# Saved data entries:
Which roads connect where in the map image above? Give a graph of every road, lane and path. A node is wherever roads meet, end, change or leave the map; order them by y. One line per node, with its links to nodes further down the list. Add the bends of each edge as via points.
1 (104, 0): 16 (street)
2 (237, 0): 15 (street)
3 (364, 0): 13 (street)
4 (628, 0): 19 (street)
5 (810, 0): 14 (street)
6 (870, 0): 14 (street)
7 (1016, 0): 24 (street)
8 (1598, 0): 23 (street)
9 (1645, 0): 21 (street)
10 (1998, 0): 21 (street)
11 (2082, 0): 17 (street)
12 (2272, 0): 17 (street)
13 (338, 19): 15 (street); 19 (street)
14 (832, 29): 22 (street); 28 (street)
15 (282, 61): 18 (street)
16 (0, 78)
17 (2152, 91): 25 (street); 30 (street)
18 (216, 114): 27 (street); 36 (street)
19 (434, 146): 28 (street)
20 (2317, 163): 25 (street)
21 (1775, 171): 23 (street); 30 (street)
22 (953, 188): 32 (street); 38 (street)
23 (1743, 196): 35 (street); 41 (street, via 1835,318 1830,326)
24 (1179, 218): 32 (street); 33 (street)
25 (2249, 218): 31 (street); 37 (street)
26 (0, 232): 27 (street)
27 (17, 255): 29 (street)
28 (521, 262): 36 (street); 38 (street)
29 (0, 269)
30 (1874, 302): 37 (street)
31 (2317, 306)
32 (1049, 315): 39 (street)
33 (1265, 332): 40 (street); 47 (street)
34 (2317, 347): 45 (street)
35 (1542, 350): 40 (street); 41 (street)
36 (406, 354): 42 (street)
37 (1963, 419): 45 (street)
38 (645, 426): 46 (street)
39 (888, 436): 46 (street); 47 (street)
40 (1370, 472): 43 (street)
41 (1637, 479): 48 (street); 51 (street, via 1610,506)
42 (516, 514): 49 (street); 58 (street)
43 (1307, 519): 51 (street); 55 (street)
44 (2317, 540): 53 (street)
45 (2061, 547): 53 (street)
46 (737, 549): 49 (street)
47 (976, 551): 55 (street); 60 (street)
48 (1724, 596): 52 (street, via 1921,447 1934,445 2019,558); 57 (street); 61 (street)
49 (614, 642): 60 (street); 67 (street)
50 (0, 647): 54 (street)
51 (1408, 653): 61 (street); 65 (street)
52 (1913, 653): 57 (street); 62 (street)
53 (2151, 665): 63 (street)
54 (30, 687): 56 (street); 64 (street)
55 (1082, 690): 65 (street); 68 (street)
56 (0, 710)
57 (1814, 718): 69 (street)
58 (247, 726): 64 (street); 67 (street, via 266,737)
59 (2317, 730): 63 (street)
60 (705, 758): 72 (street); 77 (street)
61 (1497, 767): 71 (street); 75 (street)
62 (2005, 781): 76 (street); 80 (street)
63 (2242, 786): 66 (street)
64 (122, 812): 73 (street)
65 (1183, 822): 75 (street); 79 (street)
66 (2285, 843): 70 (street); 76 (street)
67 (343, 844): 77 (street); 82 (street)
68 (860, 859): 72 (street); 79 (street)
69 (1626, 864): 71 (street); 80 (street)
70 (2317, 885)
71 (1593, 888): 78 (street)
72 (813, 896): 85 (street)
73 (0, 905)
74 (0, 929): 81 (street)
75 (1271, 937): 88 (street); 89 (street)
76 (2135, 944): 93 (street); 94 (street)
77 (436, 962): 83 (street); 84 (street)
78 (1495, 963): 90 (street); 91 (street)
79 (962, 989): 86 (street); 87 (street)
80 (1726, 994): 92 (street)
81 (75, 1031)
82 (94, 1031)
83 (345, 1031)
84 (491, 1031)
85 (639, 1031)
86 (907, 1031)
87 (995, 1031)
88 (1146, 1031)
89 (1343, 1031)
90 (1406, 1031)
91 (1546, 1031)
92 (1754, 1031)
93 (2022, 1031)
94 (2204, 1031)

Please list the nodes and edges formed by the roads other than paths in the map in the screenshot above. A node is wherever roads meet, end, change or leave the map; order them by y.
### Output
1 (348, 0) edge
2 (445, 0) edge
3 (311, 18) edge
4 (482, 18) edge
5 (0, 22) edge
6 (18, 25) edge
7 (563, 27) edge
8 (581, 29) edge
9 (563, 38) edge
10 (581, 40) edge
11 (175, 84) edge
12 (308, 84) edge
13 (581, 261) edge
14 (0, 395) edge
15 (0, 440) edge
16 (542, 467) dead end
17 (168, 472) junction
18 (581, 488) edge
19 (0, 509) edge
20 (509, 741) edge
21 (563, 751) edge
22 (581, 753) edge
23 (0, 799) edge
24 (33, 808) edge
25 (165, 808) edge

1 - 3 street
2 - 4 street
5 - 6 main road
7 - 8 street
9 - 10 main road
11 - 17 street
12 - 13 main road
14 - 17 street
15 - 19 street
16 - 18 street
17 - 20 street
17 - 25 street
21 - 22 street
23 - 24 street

# Activity:
How many of the lines above include the string "main"? Give only the number.

# Answer for the task:
3